WHAT IS NEEDED: A verbatim repetition of the data below is requested, without images.

[Stored items]

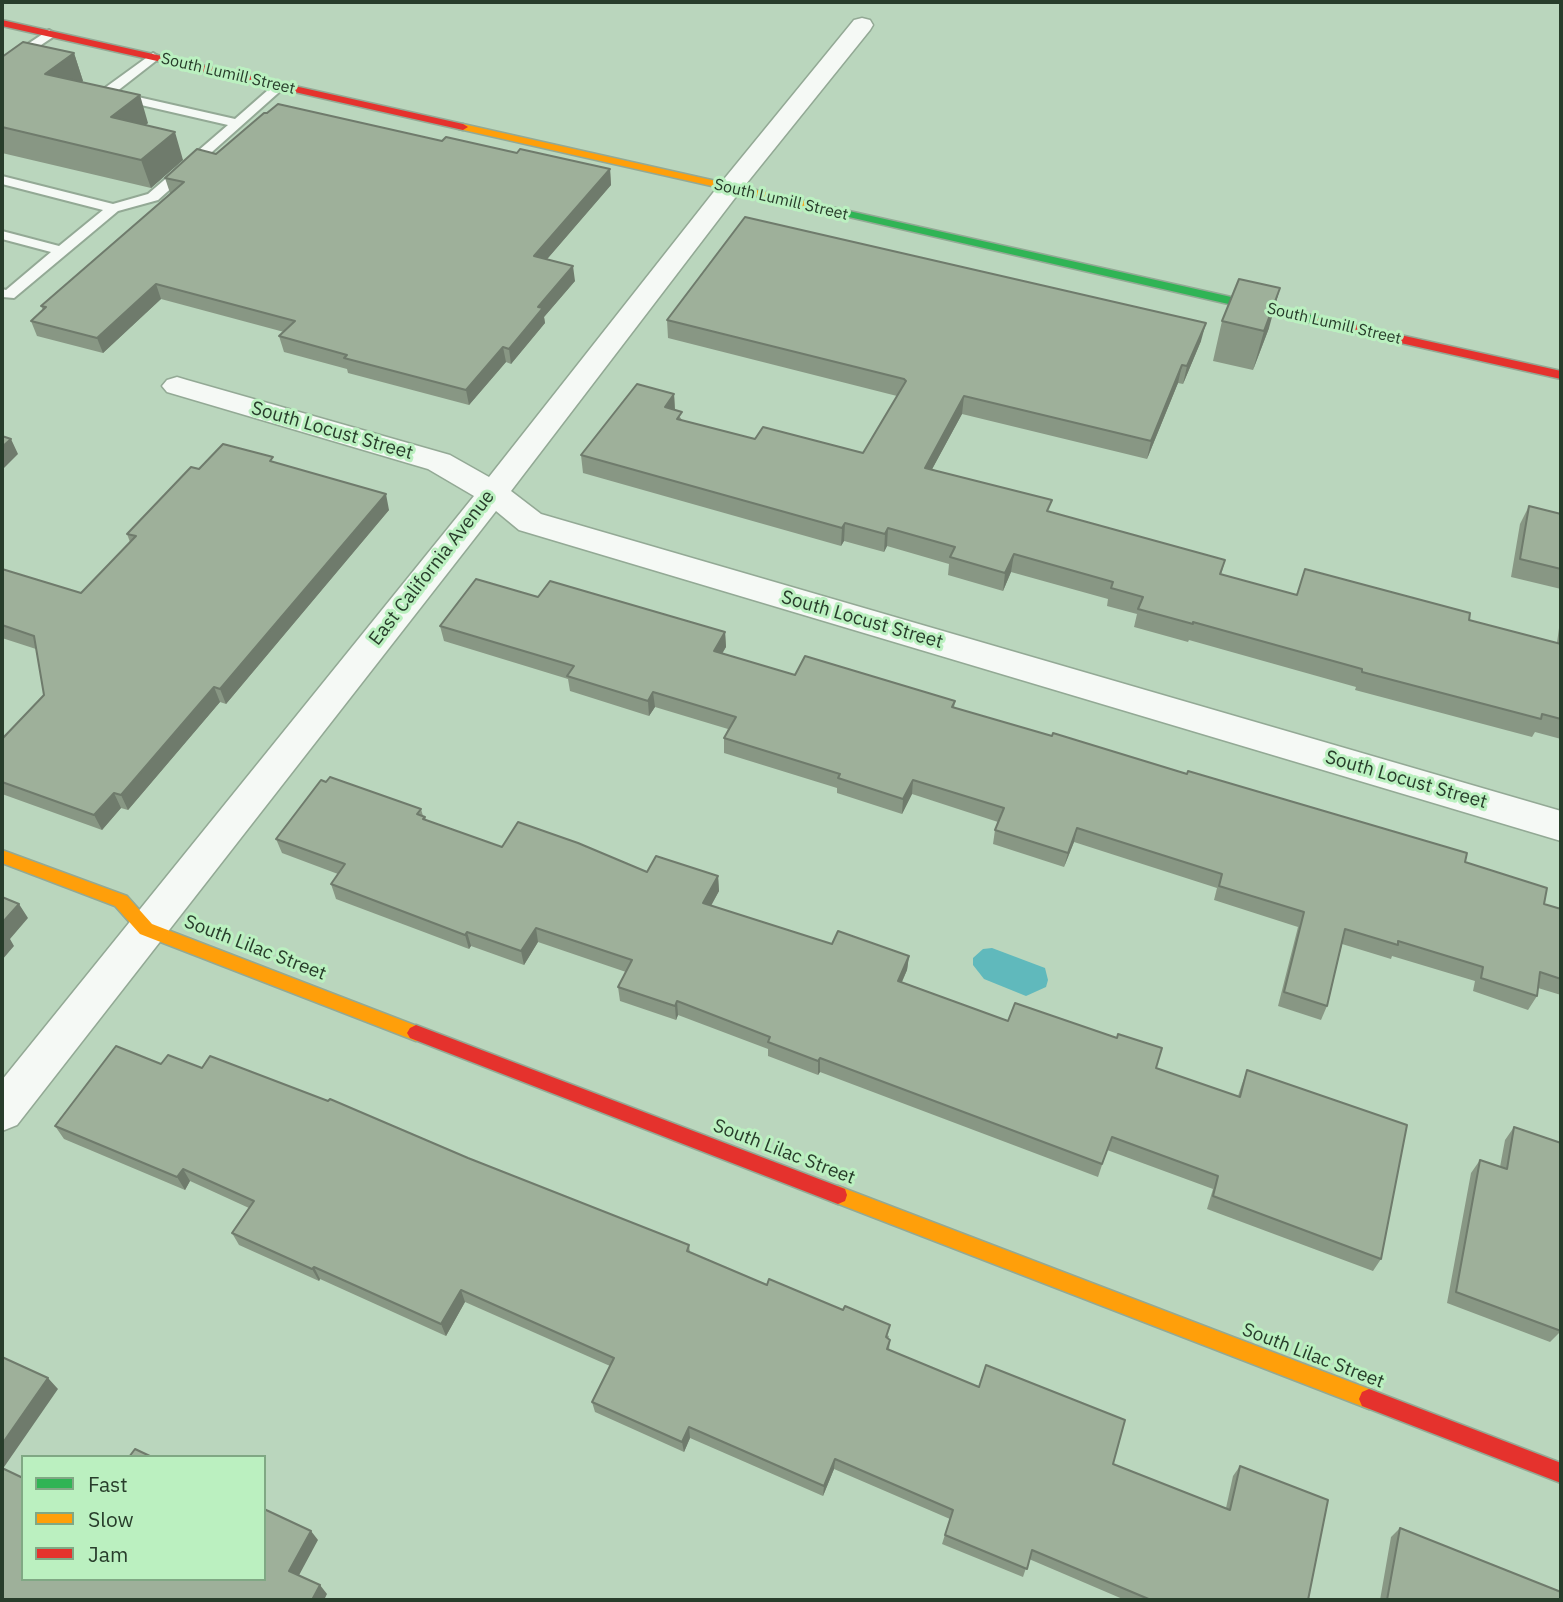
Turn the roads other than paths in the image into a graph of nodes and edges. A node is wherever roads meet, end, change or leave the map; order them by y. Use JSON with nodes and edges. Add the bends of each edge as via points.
{"nodes":[{"id":1,"x":2,"y":23,"type":"edge"},
{"id":2,"x":862,"y":25,"type":"dead end"},
{"id":3,"x":49,"y":34,"type":"junction"},
{"id":4,"x":153,"y":57,"type":"junction"},
{"id":5,"x":2,"y":67,"type":"edge"},
{"id":6,"x":280,"y":86,"type":"junction"},
{"id":7,"x":235,"y":123,"type":"junction"},
{"id":8,"x":2,"y":180,"type":"edge"},
{"id":9,"x":729,"y":189,"type":"junction"},
{"id":10,"x":113,"y":208,"type":"junction"},
{"id":11,"x":2,"y":235,"type":"edge"},
{"id":12,"x":62,"y":251,"type":"junction"},
{"id":13,"x":2,"y":293,"type":"edge"},
{"id":14,"x":1561,"y":375,"type":"edge"},
{"id":15,"x":177,"y":386,"type":"dead end"},
{"id":16,"x":493,"y":493,"type":"junction"},
{"id":17,"x":1561,"y":826,"type":"edge"},
{"id":18,"x":2,"y":856,"type":"edge"},
{"id":19,"x":146,"y":929,"type":"junction"},
{"id":20,"x":2,"y":1112,"type":"edge"},
{"id":21,"x":1561,"y":1474,"type":"edge"}],
"edges":[{"from":1,"to":3,"type":"street","name":"South Lumill Street"},
{"from":2,"to":9,"type":"street","name":"East California Avenue"},
{"from":3,"to":4,"type":"street","name":"South Lumill Street"},
{"from":3,"to":5,"type":"lane"},
{"from":4,"to":6,"type":"street","name":"South Lumill Street"},
{"from":4,"to":7,"type":"lane","via":[[106,93]]},
{"from":6,"to":7,"type":"lane"},
{"from":6,"to":9,"type":"street","name":"South Lumill Street"},
{"from":7,"to":10,"type":"lane","via":[[153,197]]},
{"from":8,"to":10,"type":"lane"},
{"from":9,"to":14,"type":"street","name":"South Lumill Street"},
{"from":9,"to":16,"type":"street","name":"East California Avenue"},
{"from":10,"to":12,"type":"lane"},
{"from":11,"to":12,"type":"lane"},
{"from":12,"to":13,"type":"lane","via":[[9,295]]},
{"from":15,"to":16,"type":"street","name":"South Locust Street","via":[[439,462]]},
{"from":16,"to":17,"type":"street","name":"South Locust Street","via":[[530,522]]},
{"from":16,"to":19,"type":"street","name":"East California Avenue"},
{"from":18,"to":19,"type":"street","name":"South Lilac Street","via":[[121,901]]},
{"from":19,"to":20,"type":"street","name":"East California Avenue"},
{"from":19,"to":21,"type":"street","name":"South Lilac Street"}]}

WRITTEN ANSWER:
Turn the roads other than paths in the image into a graph of nodes and edges. A node is wherever roads meet, end, change or leave the map; order them by y. Use JSON with nodes and edges. Add the bends of each edge as via points.
{"nodes":[{"id":1,"x":2,"y":23,"type":"edge"},
{"id":2,"x":862,"y":25,"type":"dead end"},
{"id":3,"x":49,"y":34,"type":"junction"},
{"id":4,"x":153,"y":57,"type":"junction"},
{"id":5,"x":2,"y":67,"type":"edge"},
{"id":6,"x":280,"y":86,"type":"junction"},
{"id":7,"x":235,"y":123,"type":"junction"},
{"id":8,"x":2,"y":180,"type":"edge"},
{"id":9,"x":729,"y":189,"type":"junction"},
{"id":10,"x":113,"y":208,"type":"junction"},
{"id":11,"x":2,"y":235,"type":"edge"},
{"id":12,"x":62,"y":251,"type":"junction"},
{"id":13,"x":2,"y":293,"type":"edge"},
{"id":14,"x":1561,"y":375,"type":"edge"},
{"id":15,"x":177,"y":386,"type":"dead end"},
{"id":16,"x":493,"y":493,"type":"junction"},
{"id":17,"x":1561,"y":826,"type":"edge"},
{"id":18,"x":2,"y":856,"type":"edge"},
{"id":19,"x":146,"y":929,"type":"junction"},
{"id":20,"x":2,"y":1112,"type":"edge"},
{"id":21,"x":1561,"y":1474,"type":"edge"}],
"edges":[{"from":1,"to":3,"type":"street","name":"South Lumill Street"},
{"from":2,"to":9,"type":"street","name":"East California Avenue"},
{"from":3,"to":4,"type":"street","name":"South Lumill Street"},
{"from":3,"to":5,"type":"lane"},
{"from":4,"to":6,"type":"street","name":"South Lumill Street"},
{"from":4,"to":7,"type":"lane","via":[[106,93]]},
{"from":6,"to":7,"type":"lane"},
{"from":6,"to":9,"type":"street","name":"South Lumill Street"},
{"from":7,"to":10,"type":"lane","via":[[153,197]]},
{"from":8,"to":10,"type":"lane"},
{"from":9,"to":14,"type":"street","name":"South Lumill Street"},
{"from":9,"to":16,"type":"street","name":"East California Avenue"},
{"from":10,"to":12,"type":"lane"},
{"from":11,"to":12,"type":"lane"},
{"from":12,"to":13,"type":"lane","via":[[9,295]]},
{"from":15,"to":16,"type":"street","name":"South Locust Street","via":[[439,462]]},
{"from":16,"to":17,"type":"street","name":"South Locust Street","via":[[530,522]]},
{"from":16,"to":19,"type":"street","name":"East California Avenue"},
{"from":18,"to":19,"type":"street","name":"South Lilac Street","via":[[121,901]]},
{"from":19,"to":20,"type":"street","name":"East California Avenue"},
{"from":19,"to":21,"type":"street","name":"South Lilac Street"}]}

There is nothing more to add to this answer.